Figs. 4, 5 and 6 plot the performance of TDMA, CSMA and DTDPC in terms of the throughput, the packet error rate (PER) and the delay, respectively, under heavy traffic load situations that allow per-link (from the coordinator to the sensor node) throughput up to 10,000 [kbps]. The results can be analyzed as follows. First, TDMA was the worst performer and its performance got poorer as the number of piconets grew, with the exception that its throughput was the best when there were only a few (1 or 2) piconets. Second, DTDPC showed higher throughput and lower PER/delay than CSMA when heavy traffic loads were offered, meaning DTDPC outperforms CSMA as well as TDMA.
Besides the best performance of DTDPC at heavy-load situations, we found DTDPC achieved notable improvements when light traffic loads were offered (i.e., the maximum throughput was limited to 2000 [kbps] per link). That is, similarly to the heavy-load case, DTDPC showed the best performance and its delay was much lower than that of CSMA when the number of piconets was 4 or 5. Although CSMA is generally known to be the best solution when the system had light traffic loads, the CSMA mechanism inherently incurs delay to resolve collisions if piconets are not synchronized. By contrast, DTDPC had better delay performance than CSMA thanks to its use of time-offset exchange to suppress collisions. Finally, because collisions can still occur even if the offered load was low, the throughput-, PER- and delayperformance of TDMA got poorer as the number of piconets increased.

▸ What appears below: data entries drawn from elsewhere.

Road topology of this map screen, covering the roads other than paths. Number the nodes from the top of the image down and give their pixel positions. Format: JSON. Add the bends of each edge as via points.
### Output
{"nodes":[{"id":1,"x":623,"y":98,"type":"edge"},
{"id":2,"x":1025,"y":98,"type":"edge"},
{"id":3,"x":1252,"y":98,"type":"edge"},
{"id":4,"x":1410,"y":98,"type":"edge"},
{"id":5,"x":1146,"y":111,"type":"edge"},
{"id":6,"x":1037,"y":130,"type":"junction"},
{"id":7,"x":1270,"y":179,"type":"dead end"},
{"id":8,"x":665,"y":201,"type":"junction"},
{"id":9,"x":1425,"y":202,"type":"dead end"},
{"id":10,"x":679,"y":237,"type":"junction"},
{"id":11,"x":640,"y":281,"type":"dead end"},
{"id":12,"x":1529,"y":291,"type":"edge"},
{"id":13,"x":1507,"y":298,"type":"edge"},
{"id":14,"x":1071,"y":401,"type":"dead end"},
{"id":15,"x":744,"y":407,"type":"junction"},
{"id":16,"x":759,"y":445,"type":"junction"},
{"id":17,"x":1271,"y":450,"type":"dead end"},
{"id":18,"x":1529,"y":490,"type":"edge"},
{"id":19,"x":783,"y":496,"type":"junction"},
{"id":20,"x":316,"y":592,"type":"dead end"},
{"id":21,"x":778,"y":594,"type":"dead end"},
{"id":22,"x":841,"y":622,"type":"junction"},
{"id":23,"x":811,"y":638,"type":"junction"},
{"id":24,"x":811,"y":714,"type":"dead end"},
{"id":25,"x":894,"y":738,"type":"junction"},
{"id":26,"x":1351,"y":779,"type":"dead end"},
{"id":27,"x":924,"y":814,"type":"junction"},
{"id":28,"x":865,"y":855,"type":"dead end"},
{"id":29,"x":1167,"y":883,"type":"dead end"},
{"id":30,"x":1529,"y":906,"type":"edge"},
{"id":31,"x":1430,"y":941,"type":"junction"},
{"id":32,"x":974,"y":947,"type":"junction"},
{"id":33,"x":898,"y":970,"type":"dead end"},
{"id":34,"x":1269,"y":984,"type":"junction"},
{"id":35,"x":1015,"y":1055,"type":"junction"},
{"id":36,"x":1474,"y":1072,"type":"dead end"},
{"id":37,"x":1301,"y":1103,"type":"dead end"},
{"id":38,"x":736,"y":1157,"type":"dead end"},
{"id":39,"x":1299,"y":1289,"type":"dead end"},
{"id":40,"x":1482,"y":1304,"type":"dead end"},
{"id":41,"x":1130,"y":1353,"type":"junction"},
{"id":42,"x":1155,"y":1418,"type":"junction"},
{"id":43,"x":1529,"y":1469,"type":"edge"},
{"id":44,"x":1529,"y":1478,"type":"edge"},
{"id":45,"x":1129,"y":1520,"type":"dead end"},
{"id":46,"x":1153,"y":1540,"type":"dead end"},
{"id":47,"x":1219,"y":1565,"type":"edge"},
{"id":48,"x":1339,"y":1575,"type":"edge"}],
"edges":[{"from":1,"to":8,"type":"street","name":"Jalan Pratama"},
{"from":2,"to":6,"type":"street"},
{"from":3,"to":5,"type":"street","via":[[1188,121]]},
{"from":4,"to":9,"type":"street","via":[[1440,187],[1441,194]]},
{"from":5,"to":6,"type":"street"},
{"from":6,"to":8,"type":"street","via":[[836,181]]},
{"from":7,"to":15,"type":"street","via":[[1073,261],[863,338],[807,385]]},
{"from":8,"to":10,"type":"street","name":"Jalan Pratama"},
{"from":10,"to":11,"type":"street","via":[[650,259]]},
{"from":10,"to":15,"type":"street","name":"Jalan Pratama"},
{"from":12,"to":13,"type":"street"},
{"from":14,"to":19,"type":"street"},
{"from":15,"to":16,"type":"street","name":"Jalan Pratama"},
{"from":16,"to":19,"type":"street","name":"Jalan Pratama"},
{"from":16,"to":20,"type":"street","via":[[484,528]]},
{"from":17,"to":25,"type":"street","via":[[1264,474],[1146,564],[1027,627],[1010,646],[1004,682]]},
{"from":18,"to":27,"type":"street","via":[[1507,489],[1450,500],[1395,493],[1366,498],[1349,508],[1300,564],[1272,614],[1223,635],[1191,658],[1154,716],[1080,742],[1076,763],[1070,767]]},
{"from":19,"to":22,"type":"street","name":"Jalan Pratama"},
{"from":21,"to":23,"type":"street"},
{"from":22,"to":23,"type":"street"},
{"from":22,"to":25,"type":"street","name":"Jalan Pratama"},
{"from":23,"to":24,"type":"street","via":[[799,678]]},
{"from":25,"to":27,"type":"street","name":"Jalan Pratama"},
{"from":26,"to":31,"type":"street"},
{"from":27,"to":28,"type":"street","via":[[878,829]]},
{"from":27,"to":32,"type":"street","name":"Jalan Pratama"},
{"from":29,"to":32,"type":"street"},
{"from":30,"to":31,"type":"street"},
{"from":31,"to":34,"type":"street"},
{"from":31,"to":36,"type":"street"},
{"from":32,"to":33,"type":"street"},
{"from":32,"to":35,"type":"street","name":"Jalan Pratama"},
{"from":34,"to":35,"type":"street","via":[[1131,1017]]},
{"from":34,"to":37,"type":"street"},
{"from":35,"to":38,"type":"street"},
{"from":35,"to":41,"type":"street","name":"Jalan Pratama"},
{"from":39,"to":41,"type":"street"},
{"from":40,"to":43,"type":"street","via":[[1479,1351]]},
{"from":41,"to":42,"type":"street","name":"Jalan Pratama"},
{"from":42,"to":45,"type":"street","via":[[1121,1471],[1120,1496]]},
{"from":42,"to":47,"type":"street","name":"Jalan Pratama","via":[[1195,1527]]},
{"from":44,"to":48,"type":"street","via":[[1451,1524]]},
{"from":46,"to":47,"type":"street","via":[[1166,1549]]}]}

WBAN shall support a number of medical and multimedia applications [8-11]. The WBAN applications such as goggles for augmented reality and camcorders typically require high data rates, as opposed to the Bluetooth applications that do not require high data rates. The coexistence avoidance protocols for Bluetooth [2-5] are based on multi-hopping, in which nodes perform channel hopping at the event of collision, and hence, cannot support high data rate services. By contrast, the proposed DTDPC is tailored to the WBAN piconets, meeting their bandwidth requirements offering desirable features such as maximal bandwidth efficiency, dynamic allocation, and bounded-delay. Most importantly, DTDPC supports multiple piconets for high data-rate services through the distributed time-offset exchange.
In this paper, we have presented a piconet coexistence solution called Distributed Time Division Piconet Coexistence (DTDPC) that removes interferences or collisions among piconets in a simple, distributed manner, i.e., by having them to exchange the time-offset and schedule information. DTDPC has achieved many desirable features such as bandwidth efficiency, dynamic allocation, and bounded delay, and hence, can support different level of services to various services. For example, it can let multiple piconets run high data rate services and a piconet send high priority traffic in timely manner because it is capable to manage TDMA and CSAM and it is very important to provide and manage different level services for various applications in WBAN [12,13]. Also, our evaluation results have shown the best performance of DTDPC compared to TDMA and CSMA.